(Beginning of PROVIDED DATA)
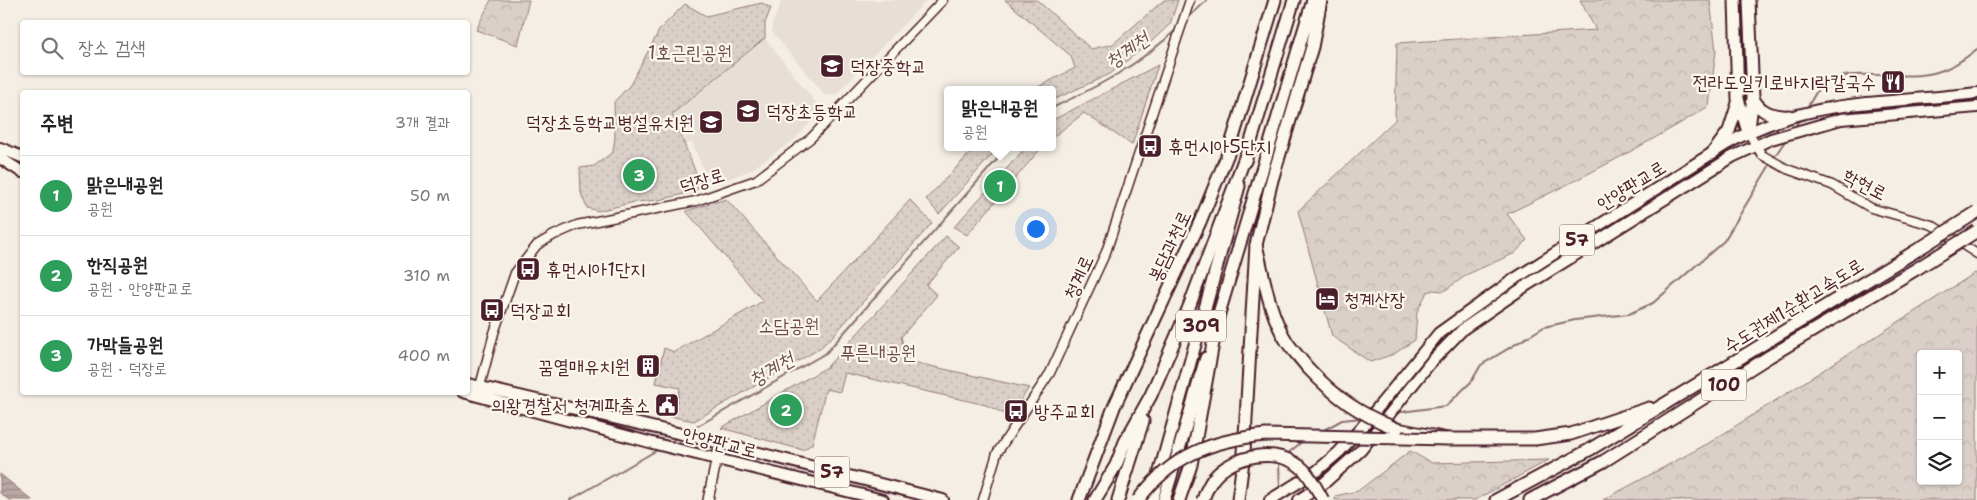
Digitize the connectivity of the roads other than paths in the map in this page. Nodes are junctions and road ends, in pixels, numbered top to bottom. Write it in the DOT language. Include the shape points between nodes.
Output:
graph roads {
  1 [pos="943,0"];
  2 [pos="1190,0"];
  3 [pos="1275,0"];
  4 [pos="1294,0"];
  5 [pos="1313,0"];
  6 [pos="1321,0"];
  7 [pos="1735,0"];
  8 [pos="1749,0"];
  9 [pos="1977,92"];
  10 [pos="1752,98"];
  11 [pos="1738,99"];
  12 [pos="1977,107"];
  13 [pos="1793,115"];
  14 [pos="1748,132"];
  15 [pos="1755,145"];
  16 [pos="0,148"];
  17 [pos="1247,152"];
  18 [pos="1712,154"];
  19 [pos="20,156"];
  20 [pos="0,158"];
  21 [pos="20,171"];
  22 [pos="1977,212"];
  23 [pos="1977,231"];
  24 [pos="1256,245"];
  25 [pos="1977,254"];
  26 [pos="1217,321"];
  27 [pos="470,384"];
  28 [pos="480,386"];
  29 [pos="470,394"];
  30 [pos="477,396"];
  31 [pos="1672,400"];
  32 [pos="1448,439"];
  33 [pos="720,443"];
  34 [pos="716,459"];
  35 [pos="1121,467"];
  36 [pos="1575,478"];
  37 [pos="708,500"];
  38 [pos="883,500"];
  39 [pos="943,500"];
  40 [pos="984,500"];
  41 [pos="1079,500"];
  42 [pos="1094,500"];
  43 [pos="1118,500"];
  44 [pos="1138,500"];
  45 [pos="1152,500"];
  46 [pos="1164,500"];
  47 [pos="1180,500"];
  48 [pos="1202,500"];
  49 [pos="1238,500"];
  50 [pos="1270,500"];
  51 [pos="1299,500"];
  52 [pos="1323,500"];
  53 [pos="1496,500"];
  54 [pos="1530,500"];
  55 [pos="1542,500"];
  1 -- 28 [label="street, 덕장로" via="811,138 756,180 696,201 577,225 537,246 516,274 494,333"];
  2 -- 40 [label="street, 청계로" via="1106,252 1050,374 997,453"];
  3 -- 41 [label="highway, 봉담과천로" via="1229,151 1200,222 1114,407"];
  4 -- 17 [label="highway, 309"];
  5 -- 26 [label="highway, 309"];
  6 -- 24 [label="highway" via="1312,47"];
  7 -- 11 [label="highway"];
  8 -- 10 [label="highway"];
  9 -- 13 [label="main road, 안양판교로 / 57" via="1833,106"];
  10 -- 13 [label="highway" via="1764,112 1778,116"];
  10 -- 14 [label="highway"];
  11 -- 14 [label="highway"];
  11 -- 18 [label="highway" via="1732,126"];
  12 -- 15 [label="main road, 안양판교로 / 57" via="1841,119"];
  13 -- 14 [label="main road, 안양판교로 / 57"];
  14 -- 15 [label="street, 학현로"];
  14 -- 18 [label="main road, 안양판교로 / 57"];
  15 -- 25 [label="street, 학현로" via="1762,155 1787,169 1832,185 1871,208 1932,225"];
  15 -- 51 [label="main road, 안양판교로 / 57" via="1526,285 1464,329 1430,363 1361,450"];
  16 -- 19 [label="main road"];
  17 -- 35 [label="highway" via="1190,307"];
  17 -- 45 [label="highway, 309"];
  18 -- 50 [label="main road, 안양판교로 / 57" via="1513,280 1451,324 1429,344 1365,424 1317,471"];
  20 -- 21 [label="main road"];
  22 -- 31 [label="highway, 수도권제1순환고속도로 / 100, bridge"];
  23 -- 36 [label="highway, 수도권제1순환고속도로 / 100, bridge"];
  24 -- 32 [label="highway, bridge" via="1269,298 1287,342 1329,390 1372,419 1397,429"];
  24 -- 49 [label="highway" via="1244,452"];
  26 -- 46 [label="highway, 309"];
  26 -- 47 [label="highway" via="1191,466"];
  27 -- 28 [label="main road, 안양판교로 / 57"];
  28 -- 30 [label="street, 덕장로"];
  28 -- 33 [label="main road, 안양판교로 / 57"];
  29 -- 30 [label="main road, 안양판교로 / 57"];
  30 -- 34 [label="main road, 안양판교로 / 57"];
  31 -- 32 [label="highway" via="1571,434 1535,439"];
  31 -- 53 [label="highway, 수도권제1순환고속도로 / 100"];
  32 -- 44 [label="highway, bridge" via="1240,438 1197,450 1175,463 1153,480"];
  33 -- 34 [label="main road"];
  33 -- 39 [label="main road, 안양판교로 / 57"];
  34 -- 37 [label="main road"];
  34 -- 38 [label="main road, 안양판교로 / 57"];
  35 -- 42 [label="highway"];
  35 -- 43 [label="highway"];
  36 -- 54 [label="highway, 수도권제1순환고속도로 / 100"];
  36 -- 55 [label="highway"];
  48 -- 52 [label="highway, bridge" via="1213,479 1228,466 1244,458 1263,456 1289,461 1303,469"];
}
(End of PROVIDED DATA)
(Beginning of PROVIDED DATA)
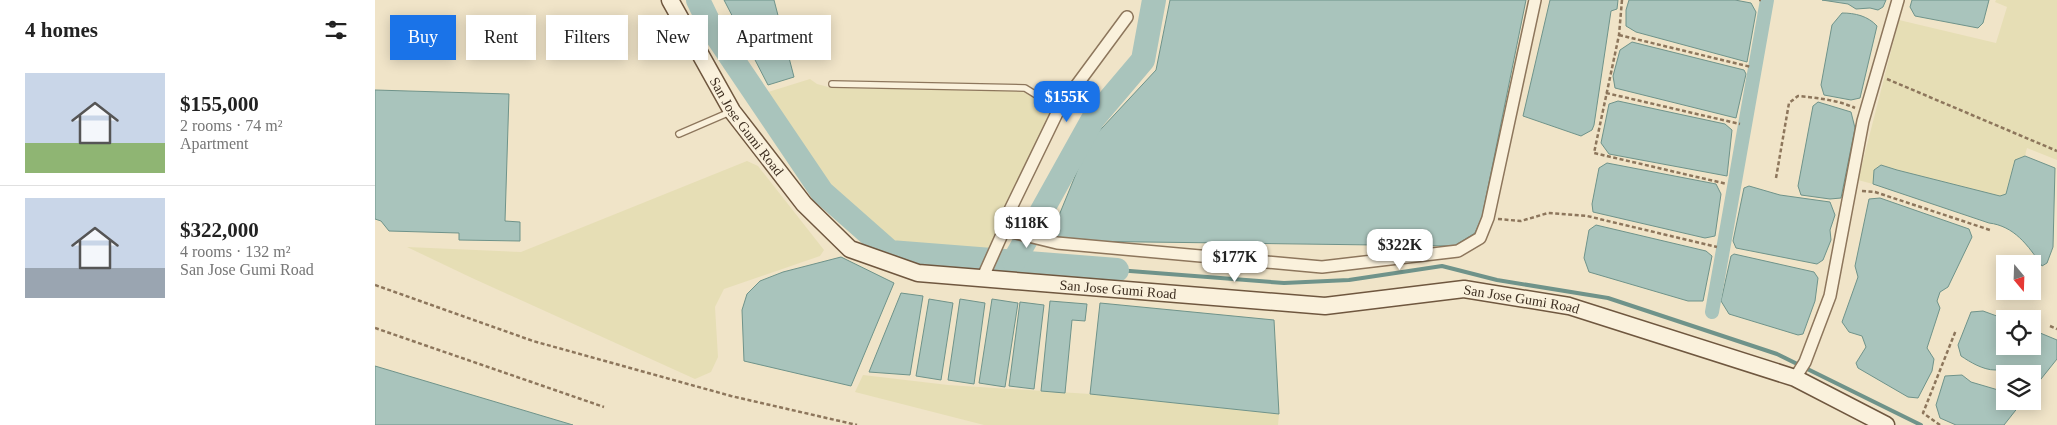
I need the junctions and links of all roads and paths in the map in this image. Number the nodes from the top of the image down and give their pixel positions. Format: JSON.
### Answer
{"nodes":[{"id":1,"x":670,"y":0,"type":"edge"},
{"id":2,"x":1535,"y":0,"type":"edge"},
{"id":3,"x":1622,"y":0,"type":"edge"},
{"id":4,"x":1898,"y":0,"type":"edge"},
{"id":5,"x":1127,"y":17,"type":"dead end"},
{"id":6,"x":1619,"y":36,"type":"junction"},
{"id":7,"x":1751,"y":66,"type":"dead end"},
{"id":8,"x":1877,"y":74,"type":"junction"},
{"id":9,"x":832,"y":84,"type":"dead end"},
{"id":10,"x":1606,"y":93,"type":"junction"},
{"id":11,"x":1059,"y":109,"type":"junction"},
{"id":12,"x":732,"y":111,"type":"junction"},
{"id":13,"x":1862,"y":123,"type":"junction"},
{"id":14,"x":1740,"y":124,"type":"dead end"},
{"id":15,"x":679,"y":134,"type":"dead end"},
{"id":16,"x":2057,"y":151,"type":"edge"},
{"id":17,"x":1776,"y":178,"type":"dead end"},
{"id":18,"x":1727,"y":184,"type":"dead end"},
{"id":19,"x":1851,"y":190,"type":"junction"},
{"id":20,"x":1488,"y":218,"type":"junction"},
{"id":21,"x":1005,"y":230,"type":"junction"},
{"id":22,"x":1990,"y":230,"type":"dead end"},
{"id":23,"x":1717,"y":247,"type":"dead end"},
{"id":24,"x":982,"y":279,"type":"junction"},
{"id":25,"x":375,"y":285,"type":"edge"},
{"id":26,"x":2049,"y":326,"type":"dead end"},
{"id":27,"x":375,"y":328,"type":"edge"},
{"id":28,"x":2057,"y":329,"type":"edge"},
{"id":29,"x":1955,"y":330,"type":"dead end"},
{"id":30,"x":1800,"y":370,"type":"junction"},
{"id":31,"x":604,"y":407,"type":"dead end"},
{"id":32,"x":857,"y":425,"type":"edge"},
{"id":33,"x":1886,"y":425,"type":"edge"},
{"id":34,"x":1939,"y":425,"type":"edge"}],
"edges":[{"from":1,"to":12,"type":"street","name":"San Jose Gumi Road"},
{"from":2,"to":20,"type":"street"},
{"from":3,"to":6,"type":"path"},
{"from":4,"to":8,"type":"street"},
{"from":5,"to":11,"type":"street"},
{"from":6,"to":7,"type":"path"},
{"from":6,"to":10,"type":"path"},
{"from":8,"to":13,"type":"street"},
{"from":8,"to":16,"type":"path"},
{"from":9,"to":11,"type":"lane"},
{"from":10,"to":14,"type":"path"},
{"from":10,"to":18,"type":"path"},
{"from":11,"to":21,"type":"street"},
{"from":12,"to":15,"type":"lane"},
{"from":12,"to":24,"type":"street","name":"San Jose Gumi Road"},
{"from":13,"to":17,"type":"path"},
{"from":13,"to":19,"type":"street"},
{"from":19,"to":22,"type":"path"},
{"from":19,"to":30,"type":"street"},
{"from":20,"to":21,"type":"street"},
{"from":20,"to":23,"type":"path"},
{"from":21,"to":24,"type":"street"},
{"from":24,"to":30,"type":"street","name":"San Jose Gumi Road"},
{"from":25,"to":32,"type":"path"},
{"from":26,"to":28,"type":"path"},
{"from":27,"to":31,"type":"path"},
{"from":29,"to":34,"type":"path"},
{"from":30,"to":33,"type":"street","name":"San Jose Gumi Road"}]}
(End of PROVIDED DATA)
• [EXERCISE DIRECTIONS] Lines in the data that hold "Jose" must be located and copied.

• [RESULT OF THIS EXERCISE]
"edges":[{"from":1,"to":12,"type":"street","name":"San Jose Gumi Road"},
{"from":12,"to":24,"type":"street","name":"San Jose Gumi Road"},
{"from":24,"to":30,"type":"street","name":"San Jose Gumi Road"},
{"from":30,"to":33,"type":"street","name":"San Jose Gumi Road"}]}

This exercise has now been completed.